La Chine commente une prochaine réunion sur « la persécution des Ouïghours »

Dans un mémorandum, vu par Reuters, vendredi, la Chine a exhorté les États membres des Nations Unies à ne pas assister à une réunion prévue la semaine prochaine par l’Allemagne, les États-Unis et la Grande-Bretagne, sur la persécution des musulmans ouïghours et d’autres minorités au Xinjiang.

« C’est un rassemblement motivé par des motifs politiques », a écrit la mission chinoise auprès de l’organisation mondiale dans la note, qui porte la date jeudi.

Elle a ajouté: « Nous demandons à vos missions de ne pas participer à cette réunion anti-Chine. »

La Chine a déclaré que les organisateurs de la réunion, qui comprenaient également un certain nombre de pays européens ainsi que le Canada et l’Australie, utilisent « les questions de droits de l’homme comme un outil politique pour interférer dans les affaires intérieures de la Chine, telles que la question du Xinjiang, pour semer la division et troubles, et pour entraver le développement de la Chine.  »

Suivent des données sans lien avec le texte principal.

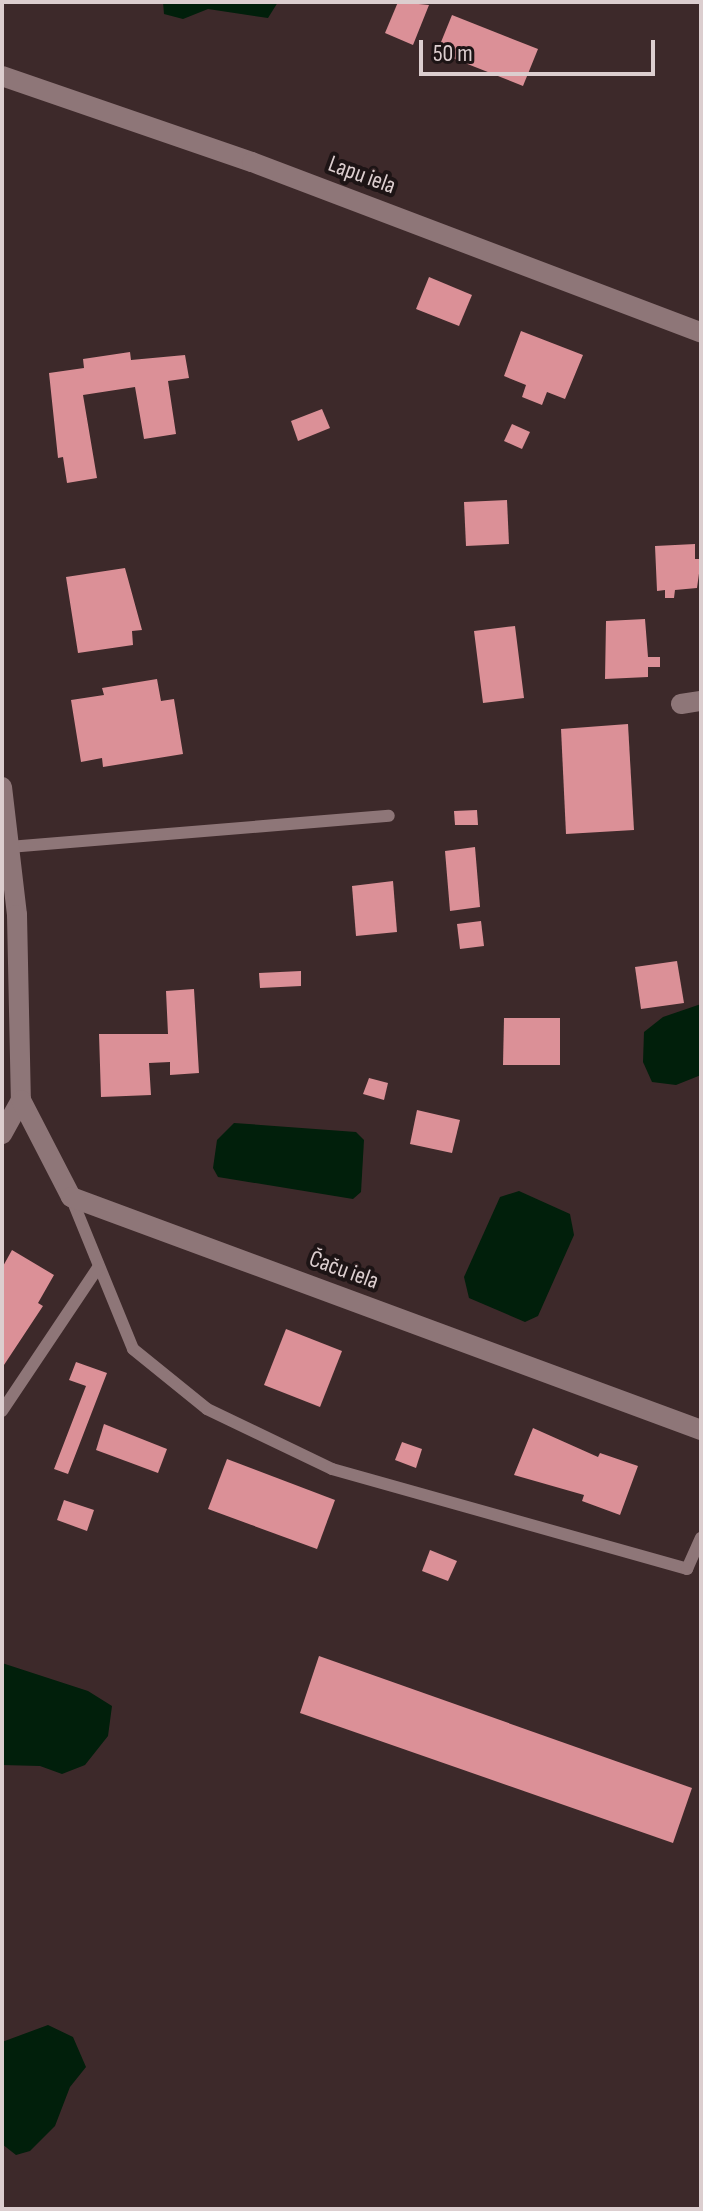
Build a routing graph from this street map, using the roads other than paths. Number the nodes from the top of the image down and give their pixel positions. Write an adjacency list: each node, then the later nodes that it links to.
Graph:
1 (2, 76): 2 (street, Lapu iela)
2 (701, 333)
3 (2, 787): 5 (street)
4 (389, 816): 5 (lane)
5 (9, 847): 6 (street)
6 (21, 1100): 7 (street); 8 (street)
7 (2, 1134)
8 (71, 1197): 9 (lane); 11 (street, Čaču iela)
9 (99, 1266): 10 (lane); 12 (lane)
10 (2, 1411)
11 (701, 1430)
12 (701, 1538)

Le mémo ajoutait: «Ils sont obsédés par le fait de déclencher une confrontation avec la Chine», et cette «rencontre provocante ne fera qu’accroître la confrontation».

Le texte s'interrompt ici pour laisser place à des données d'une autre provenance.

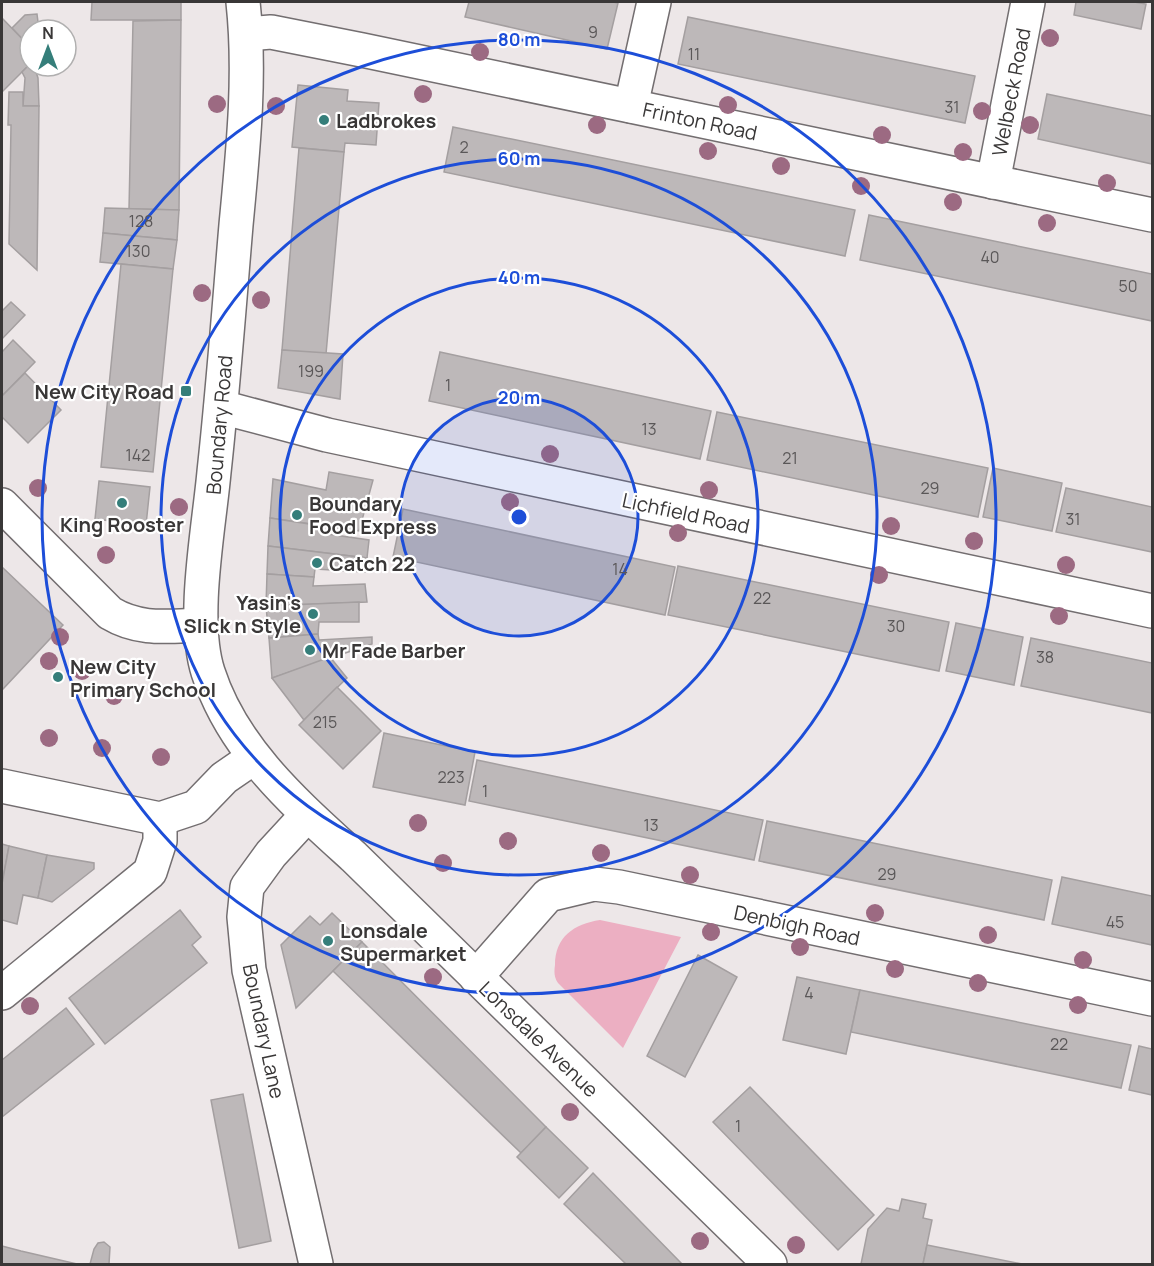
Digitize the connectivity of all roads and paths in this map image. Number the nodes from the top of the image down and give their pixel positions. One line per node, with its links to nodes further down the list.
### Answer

La mission chinoise auprès des Nations Unies a confirmé l’existence du mémorandum et a déclaré que Pékin s’opposait à la réunion.

Les ambassadeurs des États-Unis, d’Allemagne et de Grande-Bretagne doivent prendre la parole mercredi à la réunion virtuelle de l’ONU, aux côtés de Ken Roth, directeur exécutif de Human Rights Watch, et d’Agnes Callamard, secrétaire générale d’Amnesty International.

Une invitation à participer à la réunion indique que son objectif est « de discuter de la manière dont le système des Nations Unies, les États membres et la communauté internationale peuvent soutenir et défendre les droits de l’homme … au Xinjiang ».

Les pays occidentaux et les organisations de défense des droits de l’homme ont accusé les autorités du Xinjiang d’avoir détenu et torturé des Ouïghours dans des camps, dans ce que les États-Unis ont qualifié de génocide.

En janvier, Washington a interdit les importations de produits de coton et de tomates en provenance du Xinjiang en raison d’allégations de travail forcé.

Pékin nie les accusations et décrit les camps comme des centres de formation professionnelle pour lutter contre l’extrémisme religieux.

« Pékin tente depuis des années de faire pression sur les gouvernements pour qu’ils gardent le silence », a déclaré vendredi Louis Charbonneau, directeur des affaires de l’ONU à Human Rights Watch. « Mais cette stratégie a échoué alors que de plus en plus de pays cherchent à exprimer leur horreur et leur dégoût face aux crimes de la Chine. contre les Ouïghours et autres musulmans turcophones. ».